Colunas com NA tabela treino: 
 Electrical    1
dtype: int64
Colunas com NA tabela valid: 
 Series([], dtype: int64)
Colunas com NA tabela test: 
 MSZoning       4
Utilities      2
Exterior1st    1
Exterior2nd    1
KitchenQual    1
Functional     2
SaleType       1
dtype: int64


A value is trying to be set on a copy of a slice from a DataFrame

See the caveats in the documentation: https://pandas.pydata.org/pandas-docs/stable/user_guide/indexing.html#returning-a-view-versus-a-copy
  return self._update_inplace(result)


Fazendo assim, sobram apenas:
*  1 coluna (Eletrical) para estimar imputação em treino (1 valor)
*  0 coluna para estimar imputação em treino
*  7 colunas (MSZoning, Utilities, Exterior1st, Exterior2nd, KitchenQual, Functional, SaleType) para estimar imputação em treino (4,2,1,1,1,2,1 valores respectivamente)

In [11]:
# Inputando nas outras colunas:

my_imputer = SimpleImputer(strategy='most_frequent')
X_categorical_train_inp = pd.DataFrame(my_imputer.fit_transform(X_categorical_train))
X_categorical_valid_inp = pd.DataFrame(my_imputer.fit_transform(X_categorical_valid))
X_categorical_test_inp = pd.DataFrame(my_imputer.fit_transform(X_categorical_test))

    #recolocando nome colunas
X_categorical_train_inp.columns = X_categorical_train.columns
X_categorical_valid_inp.columns = X_categorical_valid.columns
X_categorical_test_inp.columns = X_categorical_test.columns

In [12]:
# Checando
missing_val_count_by_column_cat1 = (X_categorical_train_inp.isnull().sum())
print("Colunas com NA tabela treino: \n", missing_val_count_by_column_cat1[missing_val_count_by_column_cat1 > 0]) 

missing_val_count_by_column_cat2 = (X_categorical_valid_inp.isnull().sum())
print("Colunas com NA tabela valid: \n", missing_val_count_by_column_cat2[missing_val_count_by_column_cat2 > 0])

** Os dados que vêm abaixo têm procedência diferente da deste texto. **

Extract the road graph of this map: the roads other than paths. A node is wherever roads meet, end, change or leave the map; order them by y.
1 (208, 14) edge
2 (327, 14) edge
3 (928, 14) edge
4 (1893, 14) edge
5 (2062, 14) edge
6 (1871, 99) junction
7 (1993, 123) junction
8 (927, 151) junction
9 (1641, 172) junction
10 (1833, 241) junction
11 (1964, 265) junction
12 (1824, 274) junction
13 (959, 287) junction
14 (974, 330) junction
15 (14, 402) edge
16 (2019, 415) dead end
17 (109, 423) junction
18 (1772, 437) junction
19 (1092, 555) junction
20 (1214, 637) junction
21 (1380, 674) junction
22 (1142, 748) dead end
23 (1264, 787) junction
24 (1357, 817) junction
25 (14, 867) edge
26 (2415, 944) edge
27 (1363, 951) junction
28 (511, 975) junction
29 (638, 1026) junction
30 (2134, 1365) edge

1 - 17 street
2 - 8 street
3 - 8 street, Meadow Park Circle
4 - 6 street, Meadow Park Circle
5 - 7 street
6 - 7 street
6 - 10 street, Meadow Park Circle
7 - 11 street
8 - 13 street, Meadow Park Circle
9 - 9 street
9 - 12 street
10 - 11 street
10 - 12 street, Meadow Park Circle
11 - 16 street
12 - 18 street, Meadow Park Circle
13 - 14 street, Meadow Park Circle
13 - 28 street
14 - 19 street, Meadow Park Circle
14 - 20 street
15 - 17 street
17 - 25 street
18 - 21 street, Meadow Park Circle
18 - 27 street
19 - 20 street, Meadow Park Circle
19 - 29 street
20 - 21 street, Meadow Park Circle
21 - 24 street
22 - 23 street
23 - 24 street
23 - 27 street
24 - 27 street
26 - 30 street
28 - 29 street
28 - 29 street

missing_val_count_by_column_cat3 = (X_categorical_test_inp.isnull().sum())
print("Colunas com NA tabela test: \n", missing_val_count_by_column_cat3[missing_val_count_by_column_cat3 > 0])

Colunas com NA tabela treino: 
 Series([], dtype: int64)
Colunas com NA tabela valid: 
 Series([], dtype: int64)
Colunas com NA tabela test: 
 Series([], dtype: int64)


**3.3 - Processamento One Hot Encoding:**

In [13]:
from sklearn.preprocessing import OneHotEncoder

# Use as many lines of code as you need!

OH_encoder = OneHotEncoder(handle_unknown='ignore', sparse=False)
OH_cols_train = pd.DataFrame(OH_encoder.fit_transform(X_categorical_train_inp))
OH_cols_valid = pd.DataFrame(OH_encoder.transform(X_categorical_valid_inp))
OH_cols_test = pd.DataFrame(OH_encoder.transform(X_categorical_test_inp))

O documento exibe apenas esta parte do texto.